⟨

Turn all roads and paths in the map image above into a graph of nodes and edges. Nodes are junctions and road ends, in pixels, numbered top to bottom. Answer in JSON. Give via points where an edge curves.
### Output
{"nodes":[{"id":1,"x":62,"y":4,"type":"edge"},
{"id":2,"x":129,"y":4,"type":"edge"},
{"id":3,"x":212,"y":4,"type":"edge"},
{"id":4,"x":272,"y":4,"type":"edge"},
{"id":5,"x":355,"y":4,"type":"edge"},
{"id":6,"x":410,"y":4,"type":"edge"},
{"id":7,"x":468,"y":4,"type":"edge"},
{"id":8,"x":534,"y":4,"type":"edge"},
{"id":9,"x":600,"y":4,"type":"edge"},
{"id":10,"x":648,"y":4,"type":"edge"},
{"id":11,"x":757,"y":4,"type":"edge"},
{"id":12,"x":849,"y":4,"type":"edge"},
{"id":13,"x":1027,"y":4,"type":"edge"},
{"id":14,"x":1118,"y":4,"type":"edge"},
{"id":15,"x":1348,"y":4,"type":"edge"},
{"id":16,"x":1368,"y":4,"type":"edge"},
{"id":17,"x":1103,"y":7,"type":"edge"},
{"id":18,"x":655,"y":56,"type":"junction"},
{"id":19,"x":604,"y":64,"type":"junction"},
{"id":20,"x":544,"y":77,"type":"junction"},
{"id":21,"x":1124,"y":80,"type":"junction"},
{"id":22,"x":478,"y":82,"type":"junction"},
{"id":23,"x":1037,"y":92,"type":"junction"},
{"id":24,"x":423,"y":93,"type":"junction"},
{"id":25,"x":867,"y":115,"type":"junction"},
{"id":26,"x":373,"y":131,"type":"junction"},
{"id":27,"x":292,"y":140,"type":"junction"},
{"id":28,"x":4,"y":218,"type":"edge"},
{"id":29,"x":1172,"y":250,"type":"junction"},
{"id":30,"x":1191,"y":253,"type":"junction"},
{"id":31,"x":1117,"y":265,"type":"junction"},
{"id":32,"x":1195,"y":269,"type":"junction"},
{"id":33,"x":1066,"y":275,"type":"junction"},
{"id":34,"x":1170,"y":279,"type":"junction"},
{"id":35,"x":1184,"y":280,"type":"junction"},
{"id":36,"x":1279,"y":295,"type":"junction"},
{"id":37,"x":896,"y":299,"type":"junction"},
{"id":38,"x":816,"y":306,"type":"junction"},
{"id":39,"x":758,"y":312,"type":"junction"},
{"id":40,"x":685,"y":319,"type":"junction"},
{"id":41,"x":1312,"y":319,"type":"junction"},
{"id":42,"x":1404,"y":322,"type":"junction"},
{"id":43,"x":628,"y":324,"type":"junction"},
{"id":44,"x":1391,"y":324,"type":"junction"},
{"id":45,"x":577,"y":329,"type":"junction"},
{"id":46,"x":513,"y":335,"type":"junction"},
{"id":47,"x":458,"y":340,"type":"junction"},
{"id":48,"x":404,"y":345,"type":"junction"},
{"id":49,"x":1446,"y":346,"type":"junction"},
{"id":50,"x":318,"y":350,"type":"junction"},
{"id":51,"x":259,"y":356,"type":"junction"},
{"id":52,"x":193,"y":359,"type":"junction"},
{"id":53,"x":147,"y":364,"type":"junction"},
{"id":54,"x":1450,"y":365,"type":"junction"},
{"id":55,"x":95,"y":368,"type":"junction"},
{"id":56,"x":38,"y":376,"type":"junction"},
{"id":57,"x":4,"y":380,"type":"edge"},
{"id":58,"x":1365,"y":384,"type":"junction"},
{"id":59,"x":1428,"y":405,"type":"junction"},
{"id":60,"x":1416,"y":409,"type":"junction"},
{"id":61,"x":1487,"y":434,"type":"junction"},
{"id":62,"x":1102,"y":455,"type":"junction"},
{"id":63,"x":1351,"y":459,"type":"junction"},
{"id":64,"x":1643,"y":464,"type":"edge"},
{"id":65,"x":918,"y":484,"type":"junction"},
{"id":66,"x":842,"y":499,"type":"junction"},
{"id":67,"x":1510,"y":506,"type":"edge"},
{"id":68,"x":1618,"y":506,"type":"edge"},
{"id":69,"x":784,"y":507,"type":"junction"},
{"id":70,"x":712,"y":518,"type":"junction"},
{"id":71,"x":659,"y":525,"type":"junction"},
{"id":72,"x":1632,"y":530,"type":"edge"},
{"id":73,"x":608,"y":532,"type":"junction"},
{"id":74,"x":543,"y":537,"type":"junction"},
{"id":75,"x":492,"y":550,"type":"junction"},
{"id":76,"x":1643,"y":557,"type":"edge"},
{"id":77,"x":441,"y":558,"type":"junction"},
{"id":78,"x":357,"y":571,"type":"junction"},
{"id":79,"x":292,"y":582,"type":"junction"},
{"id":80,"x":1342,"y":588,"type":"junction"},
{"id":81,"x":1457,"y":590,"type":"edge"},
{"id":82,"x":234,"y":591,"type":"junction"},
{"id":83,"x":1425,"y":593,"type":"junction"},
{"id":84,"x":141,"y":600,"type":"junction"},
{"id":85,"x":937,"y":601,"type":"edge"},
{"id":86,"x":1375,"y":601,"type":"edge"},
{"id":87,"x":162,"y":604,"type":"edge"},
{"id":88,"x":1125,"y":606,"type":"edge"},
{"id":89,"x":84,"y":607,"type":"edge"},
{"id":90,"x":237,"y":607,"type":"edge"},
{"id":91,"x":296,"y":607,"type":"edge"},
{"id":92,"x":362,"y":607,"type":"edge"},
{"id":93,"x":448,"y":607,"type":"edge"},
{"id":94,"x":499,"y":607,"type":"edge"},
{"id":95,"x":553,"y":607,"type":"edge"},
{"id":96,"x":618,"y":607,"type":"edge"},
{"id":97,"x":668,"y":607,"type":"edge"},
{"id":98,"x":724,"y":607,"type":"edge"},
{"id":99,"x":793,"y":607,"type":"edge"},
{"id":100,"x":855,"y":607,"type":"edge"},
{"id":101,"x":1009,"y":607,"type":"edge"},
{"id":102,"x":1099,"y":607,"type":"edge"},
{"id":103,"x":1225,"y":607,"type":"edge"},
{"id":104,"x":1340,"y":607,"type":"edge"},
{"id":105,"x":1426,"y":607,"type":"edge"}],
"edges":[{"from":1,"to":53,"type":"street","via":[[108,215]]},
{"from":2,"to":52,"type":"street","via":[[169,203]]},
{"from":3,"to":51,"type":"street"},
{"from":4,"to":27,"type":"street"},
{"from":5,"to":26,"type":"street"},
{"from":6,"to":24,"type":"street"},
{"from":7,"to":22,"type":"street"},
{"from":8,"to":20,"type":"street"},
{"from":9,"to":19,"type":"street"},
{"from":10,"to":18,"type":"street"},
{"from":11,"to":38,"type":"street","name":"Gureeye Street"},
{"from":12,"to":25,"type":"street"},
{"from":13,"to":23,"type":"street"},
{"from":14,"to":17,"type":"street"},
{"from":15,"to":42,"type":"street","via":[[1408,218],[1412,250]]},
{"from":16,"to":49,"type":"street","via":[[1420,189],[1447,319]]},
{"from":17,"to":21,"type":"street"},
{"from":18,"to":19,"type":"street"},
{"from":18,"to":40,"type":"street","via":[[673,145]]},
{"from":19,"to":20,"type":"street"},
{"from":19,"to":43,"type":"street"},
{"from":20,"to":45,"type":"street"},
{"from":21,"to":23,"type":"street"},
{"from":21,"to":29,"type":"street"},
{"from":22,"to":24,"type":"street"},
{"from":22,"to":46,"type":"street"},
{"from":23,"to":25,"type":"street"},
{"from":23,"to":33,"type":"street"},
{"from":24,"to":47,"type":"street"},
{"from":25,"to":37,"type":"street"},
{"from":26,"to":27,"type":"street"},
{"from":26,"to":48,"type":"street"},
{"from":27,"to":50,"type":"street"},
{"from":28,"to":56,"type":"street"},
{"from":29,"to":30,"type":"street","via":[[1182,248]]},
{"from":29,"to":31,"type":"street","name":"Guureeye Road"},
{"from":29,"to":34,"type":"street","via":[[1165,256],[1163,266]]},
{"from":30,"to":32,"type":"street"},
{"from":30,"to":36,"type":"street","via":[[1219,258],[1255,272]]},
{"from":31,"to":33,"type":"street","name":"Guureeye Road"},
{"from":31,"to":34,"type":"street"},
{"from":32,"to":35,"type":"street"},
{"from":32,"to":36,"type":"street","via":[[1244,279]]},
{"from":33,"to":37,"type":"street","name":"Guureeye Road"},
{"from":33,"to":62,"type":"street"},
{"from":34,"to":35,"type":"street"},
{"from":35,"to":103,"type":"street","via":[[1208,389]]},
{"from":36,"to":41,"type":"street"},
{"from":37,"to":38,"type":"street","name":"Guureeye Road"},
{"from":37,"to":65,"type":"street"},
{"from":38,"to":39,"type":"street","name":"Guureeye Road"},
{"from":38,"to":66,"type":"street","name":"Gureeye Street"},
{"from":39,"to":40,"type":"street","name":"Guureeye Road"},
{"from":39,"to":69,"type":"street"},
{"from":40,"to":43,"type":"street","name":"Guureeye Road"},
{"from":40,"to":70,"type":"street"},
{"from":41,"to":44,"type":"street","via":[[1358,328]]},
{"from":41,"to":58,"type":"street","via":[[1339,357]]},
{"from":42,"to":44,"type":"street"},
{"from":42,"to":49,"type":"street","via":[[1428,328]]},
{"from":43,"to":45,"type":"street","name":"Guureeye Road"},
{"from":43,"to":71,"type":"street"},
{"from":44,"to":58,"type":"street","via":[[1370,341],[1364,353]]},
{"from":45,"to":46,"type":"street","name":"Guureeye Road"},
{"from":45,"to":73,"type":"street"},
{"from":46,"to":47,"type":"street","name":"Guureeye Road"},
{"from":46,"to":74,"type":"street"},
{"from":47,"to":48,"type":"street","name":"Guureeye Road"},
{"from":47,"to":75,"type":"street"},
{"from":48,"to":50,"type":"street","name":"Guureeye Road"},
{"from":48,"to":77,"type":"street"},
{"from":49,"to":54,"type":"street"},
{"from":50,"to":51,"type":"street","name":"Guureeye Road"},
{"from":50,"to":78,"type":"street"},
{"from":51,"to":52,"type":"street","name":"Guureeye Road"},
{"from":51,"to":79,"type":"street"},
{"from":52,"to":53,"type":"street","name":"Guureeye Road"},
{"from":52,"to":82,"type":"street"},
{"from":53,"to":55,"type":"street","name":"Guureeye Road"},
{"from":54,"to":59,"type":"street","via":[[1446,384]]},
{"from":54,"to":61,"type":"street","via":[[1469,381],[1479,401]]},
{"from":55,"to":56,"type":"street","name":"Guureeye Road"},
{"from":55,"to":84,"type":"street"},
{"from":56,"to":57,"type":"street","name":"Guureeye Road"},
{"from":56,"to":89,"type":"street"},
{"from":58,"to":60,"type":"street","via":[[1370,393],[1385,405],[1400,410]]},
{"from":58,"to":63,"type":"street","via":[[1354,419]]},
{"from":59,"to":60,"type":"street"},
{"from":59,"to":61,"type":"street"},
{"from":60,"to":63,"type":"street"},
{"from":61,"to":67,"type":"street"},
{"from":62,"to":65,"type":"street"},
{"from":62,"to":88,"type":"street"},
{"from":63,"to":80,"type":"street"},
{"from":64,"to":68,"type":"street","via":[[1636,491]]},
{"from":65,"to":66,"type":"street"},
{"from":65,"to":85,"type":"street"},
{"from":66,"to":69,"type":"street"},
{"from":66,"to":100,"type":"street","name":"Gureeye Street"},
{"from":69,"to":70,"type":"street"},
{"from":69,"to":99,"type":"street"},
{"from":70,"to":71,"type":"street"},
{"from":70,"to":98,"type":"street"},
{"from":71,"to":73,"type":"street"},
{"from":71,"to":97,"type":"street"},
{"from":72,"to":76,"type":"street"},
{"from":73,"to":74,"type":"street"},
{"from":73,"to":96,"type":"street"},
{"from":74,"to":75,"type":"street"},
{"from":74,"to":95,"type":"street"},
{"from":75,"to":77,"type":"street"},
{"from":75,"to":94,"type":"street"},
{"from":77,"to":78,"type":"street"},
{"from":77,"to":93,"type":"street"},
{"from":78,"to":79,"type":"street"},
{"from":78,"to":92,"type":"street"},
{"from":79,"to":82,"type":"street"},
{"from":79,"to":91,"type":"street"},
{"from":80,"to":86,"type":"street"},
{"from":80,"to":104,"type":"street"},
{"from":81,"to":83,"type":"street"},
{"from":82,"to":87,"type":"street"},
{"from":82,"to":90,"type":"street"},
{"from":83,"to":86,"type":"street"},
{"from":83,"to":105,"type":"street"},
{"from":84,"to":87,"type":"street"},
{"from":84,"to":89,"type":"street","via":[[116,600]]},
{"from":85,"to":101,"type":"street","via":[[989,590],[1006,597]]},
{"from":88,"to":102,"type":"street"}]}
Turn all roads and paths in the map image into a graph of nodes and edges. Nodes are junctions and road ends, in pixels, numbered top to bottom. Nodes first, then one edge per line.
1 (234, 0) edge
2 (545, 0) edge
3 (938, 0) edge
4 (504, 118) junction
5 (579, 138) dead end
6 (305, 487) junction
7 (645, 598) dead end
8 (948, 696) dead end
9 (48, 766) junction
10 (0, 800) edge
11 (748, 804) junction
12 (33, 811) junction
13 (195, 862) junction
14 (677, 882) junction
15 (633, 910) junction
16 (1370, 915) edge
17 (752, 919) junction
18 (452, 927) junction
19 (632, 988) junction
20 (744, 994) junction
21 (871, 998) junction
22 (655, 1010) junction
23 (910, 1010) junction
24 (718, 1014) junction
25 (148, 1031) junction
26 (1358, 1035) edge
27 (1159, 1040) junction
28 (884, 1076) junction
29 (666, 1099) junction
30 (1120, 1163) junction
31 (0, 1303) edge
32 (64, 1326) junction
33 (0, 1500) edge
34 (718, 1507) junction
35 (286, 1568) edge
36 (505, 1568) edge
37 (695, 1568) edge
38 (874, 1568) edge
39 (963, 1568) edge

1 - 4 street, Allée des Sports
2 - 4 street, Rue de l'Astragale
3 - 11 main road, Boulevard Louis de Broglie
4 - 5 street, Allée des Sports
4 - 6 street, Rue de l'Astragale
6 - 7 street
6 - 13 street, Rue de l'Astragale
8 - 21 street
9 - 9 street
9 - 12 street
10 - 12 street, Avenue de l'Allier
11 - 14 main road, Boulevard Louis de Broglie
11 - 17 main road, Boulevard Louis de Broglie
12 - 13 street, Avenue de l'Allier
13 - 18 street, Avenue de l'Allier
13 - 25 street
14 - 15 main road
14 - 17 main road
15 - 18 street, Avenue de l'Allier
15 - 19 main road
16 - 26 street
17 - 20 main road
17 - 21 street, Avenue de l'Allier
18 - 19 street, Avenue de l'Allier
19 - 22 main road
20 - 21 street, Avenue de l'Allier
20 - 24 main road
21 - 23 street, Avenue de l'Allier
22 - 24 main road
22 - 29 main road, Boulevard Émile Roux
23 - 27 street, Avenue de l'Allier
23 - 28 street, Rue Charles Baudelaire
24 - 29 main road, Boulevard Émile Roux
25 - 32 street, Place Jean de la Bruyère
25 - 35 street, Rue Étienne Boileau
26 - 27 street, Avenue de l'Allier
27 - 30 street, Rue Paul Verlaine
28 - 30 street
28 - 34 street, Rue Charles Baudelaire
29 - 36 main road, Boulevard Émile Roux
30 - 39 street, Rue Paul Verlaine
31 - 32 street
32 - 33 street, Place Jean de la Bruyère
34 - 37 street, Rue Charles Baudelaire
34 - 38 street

⟩

:: PROBLEM REQUIREMENTS ::
Please report every line of the listing that contains the string "Jean".

:: YOUR RESPONSE ::
25 - 32 street, Place Jean de la Bruyère
32 - 33 street, Place Jean de la Bruyère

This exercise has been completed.